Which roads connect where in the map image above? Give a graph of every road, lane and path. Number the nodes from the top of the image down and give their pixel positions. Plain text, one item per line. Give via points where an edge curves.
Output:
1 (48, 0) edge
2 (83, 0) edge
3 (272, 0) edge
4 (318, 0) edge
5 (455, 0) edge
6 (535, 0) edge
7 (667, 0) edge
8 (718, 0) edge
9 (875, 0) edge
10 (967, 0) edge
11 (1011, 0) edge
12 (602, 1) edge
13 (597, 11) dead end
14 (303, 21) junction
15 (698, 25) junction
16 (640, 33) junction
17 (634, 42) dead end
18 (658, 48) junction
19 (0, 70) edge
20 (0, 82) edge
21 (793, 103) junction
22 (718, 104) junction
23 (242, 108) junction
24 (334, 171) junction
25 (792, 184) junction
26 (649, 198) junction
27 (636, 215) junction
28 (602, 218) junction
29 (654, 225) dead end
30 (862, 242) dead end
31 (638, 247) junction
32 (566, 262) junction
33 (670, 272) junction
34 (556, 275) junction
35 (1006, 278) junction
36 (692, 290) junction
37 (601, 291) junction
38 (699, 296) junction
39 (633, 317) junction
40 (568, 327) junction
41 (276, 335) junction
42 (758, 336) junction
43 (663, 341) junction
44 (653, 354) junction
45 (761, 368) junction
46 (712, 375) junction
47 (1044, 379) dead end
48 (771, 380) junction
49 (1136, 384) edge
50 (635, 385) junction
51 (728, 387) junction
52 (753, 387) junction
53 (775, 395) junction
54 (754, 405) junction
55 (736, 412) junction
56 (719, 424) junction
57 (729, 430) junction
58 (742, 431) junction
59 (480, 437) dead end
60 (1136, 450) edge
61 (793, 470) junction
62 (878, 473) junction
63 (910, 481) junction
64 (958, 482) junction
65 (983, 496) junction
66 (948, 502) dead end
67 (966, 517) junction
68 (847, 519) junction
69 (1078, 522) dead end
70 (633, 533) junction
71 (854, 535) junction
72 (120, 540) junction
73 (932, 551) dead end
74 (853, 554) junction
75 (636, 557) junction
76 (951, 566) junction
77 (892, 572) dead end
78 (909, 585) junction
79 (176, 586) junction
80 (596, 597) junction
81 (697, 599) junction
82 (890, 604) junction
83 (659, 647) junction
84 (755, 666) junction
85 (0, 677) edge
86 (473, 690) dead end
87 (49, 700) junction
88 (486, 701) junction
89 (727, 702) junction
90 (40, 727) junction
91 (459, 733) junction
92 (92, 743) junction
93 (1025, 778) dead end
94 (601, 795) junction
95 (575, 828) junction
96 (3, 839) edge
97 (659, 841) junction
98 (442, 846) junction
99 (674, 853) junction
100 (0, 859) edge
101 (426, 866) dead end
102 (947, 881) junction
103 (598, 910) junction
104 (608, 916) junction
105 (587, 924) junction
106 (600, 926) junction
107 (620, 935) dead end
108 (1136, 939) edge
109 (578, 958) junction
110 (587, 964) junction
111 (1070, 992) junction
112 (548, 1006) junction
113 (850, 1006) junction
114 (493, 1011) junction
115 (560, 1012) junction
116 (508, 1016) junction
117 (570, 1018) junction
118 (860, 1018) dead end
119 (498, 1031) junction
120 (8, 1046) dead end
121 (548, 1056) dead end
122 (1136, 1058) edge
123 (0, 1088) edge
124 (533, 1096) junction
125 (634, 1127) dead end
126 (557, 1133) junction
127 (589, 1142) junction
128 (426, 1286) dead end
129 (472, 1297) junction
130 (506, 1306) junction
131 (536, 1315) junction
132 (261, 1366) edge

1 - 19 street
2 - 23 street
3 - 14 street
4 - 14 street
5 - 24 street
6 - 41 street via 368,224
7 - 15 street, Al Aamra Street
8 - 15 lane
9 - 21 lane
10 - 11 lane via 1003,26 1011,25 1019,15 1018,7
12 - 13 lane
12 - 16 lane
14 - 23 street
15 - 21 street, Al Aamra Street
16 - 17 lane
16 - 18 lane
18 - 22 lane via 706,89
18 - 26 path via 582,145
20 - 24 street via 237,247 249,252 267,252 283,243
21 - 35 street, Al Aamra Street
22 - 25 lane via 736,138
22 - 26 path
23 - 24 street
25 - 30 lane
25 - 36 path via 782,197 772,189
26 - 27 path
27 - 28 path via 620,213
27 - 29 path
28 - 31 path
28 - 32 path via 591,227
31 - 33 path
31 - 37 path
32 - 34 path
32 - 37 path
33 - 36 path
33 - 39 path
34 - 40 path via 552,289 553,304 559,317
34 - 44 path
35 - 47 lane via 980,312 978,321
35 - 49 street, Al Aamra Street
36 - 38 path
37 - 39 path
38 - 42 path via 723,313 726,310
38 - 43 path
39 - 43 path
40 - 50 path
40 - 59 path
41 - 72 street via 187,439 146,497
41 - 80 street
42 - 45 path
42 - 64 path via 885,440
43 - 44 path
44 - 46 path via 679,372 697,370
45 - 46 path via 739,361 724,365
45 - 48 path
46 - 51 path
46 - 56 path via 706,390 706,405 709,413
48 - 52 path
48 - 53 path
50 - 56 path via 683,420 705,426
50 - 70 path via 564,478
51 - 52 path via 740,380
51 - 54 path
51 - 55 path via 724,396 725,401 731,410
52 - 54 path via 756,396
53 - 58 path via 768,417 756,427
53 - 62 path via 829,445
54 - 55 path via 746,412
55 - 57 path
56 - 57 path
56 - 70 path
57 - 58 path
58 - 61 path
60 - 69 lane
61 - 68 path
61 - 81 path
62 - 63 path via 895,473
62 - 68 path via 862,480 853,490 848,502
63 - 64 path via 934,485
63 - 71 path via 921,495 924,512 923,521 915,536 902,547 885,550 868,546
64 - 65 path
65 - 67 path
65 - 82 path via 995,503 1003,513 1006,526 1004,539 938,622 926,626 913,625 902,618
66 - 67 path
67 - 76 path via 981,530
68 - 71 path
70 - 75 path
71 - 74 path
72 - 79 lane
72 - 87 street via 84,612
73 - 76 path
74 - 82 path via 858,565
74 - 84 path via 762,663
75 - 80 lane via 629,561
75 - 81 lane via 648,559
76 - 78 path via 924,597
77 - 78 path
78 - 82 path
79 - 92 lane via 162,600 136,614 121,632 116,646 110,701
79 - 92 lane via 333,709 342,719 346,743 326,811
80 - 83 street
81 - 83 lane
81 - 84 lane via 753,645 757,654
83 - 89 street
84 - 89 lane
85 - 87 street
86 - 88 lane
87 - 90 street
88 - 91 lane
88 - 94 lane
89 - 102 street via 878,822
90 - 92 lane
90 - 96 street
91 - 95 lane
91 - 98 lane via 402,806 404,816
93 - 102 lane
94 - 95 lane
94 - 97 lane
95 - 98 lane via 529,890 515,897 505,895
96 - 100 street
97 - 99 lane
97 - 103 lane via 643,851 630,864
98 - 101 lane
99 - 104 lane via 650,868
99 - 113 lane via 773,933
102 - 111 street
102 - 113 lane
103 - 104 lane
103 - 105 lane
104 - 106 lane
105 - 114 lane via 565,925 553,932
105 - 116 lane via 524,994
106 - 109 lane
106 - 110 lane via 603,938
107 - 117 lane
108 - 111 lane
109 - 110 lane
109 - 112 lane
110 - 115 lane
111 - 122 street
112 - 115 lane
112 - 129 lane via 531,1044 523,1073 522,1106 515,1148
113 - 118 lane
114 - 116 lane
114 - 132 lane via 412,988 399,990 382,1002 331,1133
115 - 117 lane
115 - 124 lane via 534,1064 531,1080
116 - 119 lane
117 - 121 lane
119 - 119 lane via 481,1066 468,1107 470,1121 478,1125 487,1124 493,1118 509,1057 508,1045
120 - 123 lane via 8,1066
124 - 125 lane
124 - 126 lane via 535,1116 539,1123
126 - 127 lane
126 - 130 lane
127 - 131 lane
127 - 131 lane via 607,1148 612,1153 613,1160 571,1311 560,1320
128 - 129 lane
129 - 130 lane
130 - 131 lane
-*-
WORK INSTRUCTION ▸ Which lines above contain "Aamra"? Show each of them.

EXPECTED OUTPUT ▸
7 - 15 street, Al Aamra Street
15 - 21 street, Al Aamra Street
21 - 35 street, Al Aamra Street
35 - 49 street, Al Aamra Street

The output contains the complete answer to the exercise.